* _Work to be completed_
Search the material below for the string "image" and list each line that holds it.
Dataset START
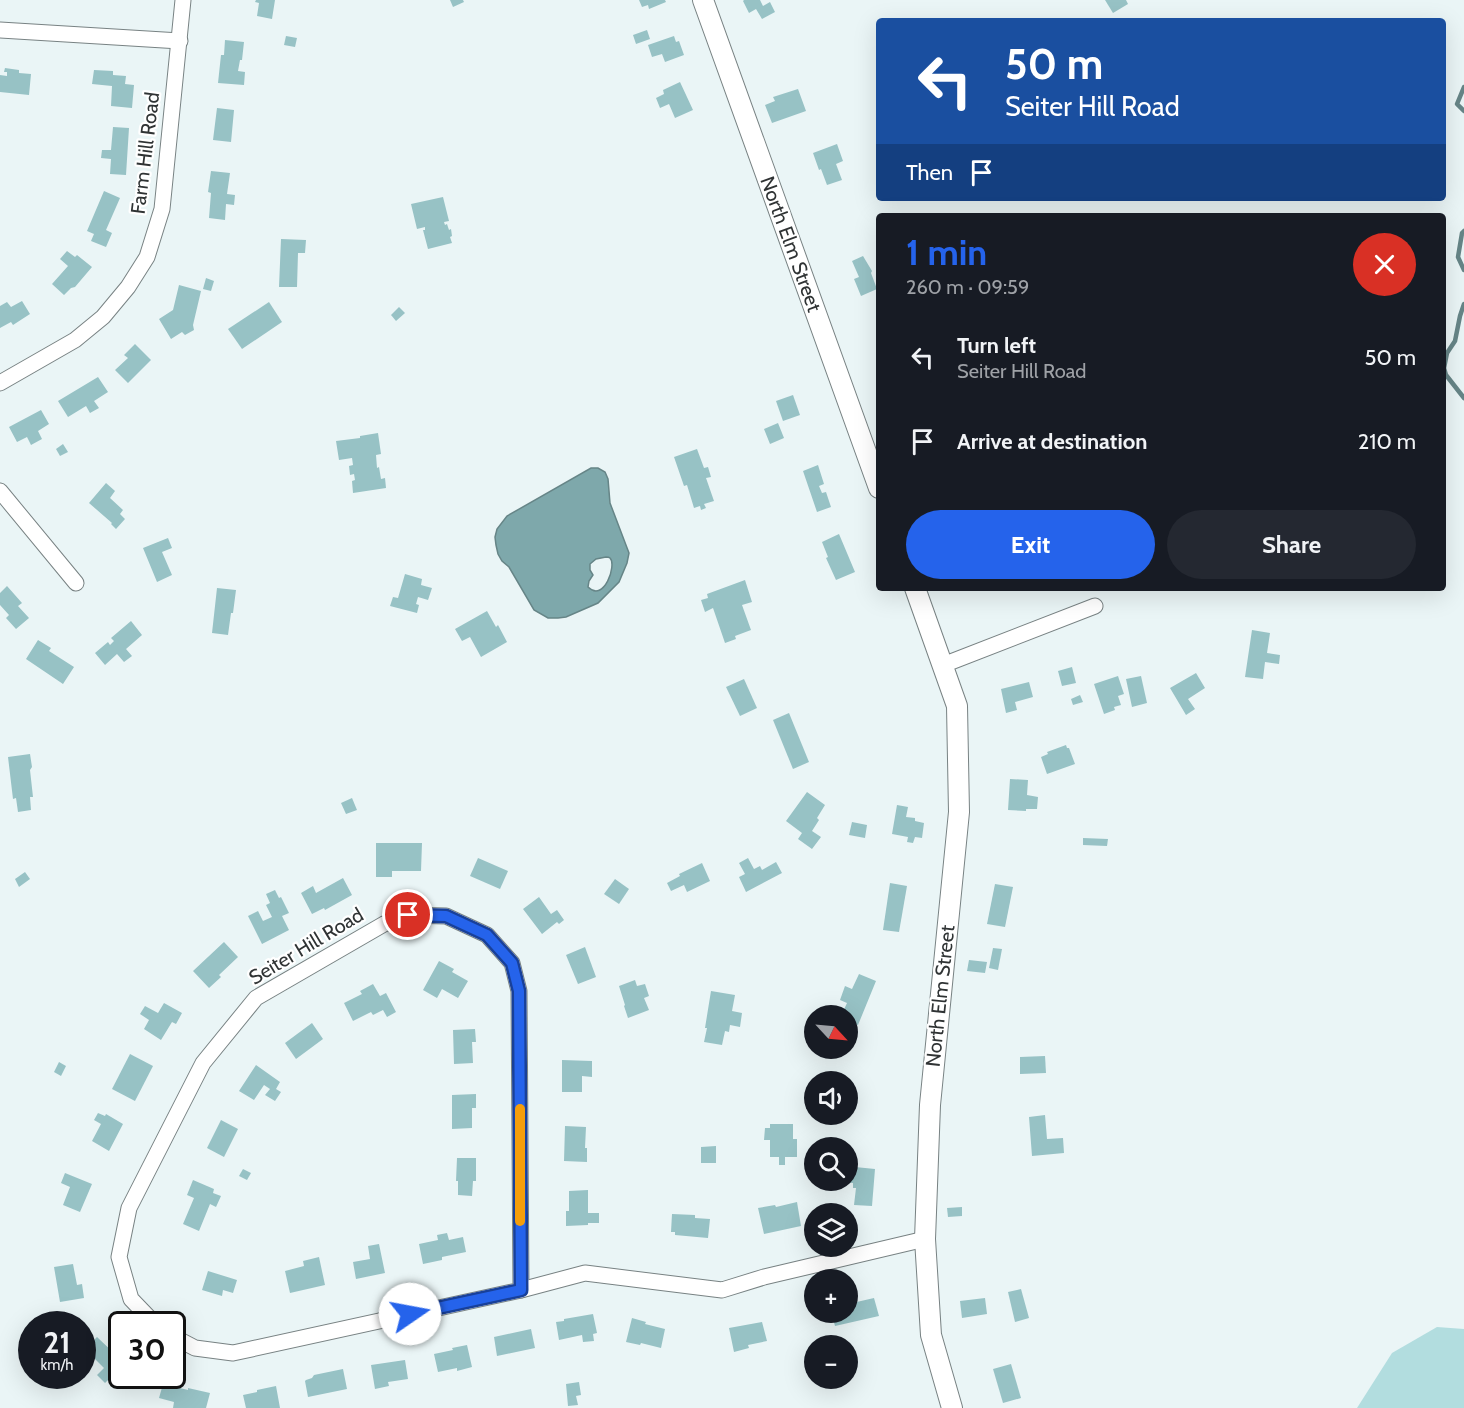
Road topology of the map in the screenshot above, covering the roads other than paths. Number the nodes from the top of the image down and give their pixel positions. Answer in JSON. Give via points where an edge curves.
Dataset END
Dataset START
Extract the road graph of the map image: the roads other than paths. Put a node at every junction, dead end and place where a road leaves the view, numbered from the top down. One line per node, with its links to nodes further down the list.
Dataset END
Dataset START
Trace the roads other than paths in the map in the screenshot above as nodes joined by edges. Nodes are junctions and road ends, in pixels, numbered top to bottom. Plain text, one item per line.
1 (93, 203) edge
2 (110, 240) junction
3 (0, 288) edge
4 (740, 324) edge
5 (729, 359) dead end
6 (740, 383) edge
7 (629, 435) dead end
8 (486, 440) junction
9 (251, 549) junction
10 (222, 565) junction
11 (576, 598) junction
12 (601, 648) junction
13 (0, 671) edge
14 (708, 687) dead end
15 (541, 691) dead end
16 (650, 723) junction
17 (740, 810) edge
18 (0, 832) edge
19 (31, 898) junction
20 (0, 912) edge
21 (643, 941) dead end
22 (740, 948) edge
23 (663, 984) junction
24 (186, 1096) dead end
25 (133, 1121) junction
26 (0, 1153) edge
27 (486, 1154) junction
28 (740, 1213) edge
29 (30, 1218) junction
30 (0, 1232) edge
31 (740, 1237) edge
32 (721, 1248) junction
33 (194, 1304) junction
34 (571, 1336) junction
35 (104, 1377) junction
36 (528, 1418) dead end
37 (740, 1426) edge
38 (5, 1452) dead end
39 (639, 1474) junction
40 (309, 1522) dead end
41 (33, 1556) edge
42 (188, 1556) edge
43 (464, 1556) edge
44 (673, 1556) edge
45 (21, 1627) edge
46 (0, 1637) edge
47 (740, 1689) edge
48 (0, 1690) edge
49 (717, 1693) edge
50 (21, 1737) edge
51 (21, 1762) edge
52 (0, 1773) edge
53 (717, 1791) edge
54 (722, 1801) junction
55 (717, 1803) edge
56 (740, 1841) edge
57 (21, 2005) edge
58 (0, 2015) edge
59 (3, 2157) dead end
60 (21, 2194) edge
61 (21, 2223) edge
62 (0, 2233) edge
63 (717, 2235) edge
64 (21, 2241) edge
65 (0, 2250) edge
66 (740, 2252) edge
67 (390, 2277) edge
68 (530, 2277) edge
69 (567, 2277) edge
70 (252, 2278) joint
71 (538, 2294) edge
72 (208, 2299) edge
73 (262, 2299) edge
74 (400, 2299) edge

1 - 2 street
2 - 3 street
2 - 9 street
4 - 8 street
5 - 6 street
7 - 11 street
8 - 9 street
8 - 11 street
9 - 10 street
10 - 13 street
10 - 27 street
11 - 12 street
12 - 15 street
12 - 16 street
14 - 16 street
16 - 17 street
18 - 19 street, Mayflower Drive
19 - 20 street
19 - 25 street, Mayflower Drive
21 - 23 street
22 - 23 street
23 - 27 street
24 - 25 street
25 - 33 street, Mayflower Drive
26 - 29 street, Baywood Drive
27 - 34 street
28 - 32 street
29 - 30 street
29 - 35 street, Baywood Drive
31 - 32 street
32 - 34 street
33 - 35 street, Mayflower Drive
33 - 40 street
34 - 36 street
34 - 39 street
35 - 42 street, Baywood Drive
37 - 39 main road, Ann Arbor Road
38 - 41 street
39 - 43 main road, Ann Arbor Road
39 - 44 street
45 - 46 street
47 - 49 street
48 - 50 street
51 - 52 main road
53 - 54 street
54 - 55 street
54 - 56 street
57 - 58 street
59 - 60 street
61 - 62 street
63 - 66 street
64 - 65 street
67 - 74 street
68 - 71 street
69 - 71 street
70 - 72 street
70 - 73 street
Dataset END
* _Written solution_
Road topology of the map in the screenshot above, covering the roads other than paths. Number the nodes from the top of the image down and give their pixel positions. Answer in JSON. Give via points where an edge curves.
Extract the road graph of the map image: the roads other than paths. Put a node at every junction, dead end and place where a road leaves the view, numbered from the top down. One line per node, with its links to nodes further down the list.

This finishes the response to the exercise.